Your point about reader exhaustion from AI-generated content hints at something bigger than a marketing opportunity. As content production costs approach zero, the subscription itself becomes the scarce asset. Readers aren't paying for information. They're paying for a filter they trust. Same pattern playing out in open-source AI right now: when the tool is free, value migrates to whoever can prove judgment and provenance. Substack's 10% cut starts looking cheap if what they're really selling is a verified human-to-human channel.

Sanjay jain's avatar

Very good analysis for earning money by substack in 2026 .👍

Noemi Kis's avatar

Love this. Substack works when you build trust first and treat content like a long-term asset.

Larry Payne's avatar

Sinem, I'm wondering if there is any avenue available to reach Followers? Or is posting a good Note the only way these folks might see more of my publication?

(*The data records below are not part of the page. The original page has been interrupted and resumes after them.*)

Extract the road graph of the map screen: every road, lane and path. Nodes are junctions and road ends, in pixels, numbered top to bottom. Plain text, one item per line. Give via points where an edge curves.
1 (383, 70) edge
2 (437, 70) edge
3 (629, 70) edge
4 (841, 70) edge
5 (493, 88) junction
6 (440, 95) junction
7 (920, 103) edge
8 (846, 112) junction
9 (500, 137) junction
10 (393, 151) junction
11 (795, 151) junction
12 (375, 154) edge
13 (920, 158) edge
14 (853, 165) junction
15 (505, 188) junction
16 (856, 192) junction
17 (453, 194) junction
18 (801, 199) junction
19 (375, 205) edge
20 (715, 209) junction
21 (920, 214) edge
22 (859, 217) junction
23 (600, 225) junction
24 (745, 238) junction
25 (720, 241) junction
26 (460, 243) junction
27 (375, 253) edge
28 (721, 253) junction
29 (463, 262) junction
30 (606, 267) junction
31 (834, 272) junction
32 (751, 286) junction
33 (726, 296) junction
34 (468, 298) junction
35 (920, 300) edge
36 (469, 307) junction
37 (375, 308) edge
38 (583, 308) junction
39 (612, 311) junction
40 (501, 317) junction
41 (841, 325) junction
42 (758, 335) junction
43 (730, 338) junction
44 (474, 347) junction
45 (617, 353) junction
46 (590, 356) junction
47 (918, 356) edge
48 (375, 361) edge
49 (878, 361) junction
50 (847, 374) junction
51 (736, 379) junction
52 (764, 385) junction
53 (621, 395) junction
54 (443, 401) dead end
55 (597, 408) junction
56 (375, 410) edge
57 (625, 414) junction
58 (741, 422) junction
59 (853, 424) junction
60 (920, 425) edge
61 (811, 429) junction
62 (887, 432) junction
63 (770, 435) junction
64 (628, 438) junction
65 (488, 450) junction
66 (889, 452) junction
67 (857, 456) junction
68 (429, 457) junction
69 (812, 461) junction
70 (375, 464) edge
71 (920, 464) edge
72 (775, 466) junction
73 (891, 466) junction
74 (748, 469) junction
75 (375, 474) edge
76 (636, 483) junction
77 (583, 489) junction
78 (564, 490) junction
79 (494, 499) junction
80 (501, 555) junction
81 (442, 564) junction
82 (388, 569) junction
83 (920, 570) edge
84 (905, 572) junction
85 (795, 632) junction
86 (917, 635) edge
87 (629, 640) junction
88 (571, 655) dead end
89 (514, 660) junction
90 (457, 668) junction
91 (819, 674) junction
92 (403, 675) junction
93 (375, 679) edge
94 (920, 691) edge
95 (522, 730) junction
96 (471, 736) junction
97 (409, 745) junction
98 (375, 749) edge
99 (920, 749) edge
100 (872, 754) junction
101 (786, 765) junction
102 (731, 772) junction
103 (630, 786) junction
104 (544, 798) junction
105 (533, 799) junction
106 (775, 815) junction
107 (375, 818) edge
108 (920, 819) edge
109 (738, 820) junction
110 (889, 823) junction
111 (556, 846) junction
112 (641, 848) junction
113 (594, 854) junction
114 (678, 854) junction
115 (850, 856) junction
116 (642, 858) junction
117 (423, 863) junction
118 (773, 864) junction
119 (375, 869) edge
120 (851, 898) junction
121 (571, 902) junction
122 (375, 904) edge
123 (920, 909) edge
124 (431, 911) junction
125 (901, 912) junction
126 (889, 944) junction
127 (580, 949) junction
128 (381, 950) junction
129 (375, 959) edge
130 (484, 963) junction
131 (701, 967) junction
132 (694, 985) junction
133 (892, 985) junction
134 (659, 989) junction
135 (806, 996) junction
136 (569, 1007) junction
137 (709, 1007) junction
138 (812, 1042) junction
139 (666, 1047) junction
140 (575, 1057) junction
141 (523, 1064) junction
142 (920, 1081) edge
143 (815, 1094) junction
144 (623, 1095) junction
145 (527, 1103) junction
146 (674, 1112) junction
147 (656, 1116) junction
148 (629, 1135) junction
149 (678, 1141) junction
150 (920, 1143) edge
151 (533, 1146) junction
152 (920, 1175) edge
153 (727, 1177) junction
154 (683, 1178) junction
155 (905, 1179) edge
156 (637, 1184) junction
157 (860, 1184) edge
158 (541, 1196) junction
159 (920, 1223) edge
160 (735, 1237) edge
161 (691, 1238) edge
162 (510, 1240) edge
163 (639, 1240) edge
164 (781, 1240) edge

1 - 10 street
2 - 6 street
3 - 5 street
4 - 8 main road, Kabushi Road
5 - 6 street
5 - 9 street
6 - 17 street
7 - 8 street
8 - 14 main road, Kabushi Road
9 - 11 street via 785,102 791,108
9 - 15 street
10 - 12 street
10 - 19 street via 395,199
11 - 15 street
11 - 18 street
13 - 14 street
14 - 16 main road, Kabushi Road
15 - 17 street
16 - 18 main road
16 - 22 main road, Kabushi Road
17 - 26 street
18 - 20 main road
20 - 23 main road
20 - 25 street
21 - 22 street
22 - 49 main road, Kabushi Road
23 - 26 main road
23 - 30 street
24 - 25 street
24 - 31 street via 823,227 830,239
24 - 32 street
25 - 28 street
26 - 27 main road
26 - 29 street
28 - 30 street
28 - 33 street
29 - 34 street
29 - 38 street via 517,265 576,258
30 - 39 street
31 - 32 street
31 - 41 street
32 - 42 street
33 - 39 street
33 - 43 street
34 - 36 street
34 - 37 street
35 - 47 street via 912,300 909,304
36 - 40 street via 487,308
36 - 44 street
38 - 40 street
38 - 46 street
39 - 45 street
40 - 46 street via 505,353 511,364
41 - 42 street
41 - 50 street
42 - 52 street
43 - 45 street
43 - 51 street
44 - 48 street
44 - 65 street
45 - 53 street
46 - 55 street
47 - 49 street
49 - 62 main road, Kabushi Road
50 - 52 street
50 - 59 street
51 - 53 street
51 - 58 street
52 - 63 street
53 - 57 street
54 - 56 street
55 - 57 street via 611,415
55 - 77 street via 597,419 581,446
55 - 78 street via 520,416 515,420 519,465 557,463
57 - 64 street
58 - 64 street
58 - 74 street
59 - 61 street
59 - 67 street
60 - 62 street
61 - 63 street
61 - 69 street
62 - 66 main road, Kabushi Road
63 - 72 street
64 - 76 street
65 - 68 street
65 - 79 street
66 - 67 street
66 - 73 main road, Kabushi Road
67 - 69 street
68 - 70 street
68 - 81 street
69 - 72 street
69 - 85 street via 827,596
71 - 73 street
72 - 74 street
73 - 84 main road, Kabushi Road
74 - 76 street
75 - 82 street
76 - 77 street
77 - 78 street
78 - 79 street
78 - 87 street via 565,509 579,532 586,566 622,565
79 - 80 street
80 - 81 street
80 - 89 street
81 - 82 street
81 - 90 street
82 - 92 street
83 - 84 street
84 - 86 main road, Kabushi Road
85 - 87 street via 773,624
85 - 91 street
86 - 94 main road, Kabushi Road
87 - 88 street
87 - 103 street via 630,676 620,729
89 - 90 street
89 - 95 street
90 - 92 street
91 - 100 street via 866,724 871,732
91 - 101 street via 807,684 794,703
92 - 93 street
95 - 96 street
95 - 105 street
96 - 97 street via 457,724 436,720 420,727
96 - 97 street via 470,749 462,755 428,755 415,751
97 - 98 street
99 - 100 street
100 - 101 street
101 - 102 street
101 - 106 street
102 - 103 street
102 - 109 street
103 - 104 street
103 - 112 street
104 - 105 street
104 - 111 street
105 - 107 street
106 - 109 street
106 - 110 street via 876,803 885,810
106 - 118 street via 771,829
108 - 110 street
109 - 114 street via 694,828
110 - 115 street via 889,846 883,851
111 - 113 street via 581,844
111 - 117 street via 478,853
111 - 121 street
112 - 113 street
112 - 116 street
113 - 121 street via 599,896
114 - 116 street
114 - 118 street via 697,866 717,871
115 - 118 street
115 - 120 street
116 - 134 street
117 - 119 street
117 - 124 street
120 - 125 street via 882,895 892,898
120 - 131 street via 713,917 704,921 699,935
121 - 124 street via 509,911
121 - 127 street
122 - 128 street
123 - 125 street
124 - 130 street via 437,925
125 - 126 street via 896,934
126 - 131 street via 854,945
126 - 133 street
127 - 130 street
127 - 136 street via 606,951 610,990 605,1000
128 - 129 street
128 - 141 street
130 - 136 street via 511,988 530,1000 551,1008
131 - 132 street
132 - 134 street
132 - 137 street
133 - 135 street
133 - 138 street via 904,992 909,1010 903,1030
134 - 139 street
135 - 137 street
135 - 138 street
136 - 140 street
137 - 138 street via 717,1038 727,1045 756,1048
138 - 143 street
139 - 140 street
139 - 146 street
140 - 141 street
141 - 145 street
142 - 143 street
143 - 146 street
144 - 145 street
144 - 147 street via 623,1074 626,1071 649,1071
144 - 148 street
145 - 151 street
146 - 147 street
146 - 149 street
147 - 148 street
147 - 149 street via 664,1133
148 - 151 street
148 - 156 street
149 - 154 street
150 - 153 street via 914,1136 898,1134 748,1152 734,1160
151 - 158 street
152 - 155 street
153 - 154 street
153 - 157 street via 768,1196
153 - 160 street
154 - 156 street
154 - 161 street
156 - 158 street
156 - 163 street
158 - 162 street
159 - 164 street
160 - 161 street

Alchemist of Life's avatar

This is the part most writers need to hear: monetization is not a switch you flip after writing enough posts. It is an offer, a relationship, and a trust system. The paid tier only works when readers understand what transformation, access, or clarity they are buying — not just that the writer “deserves support.”

Debbie Giannioti's avatar

This makes perfect sense.

My question: I plan to launch my paid tier in June. I currently have 50 subscribers, and some engage regularly.

But I’m not sure yet whether people will want to pay, especially since there isn’t a library of premium content yet.

I’m thinking of creating a pilot group with comped subscriptions during the first month so I can gather feedback, improve, get testimonials, and kick-start the community I want to build.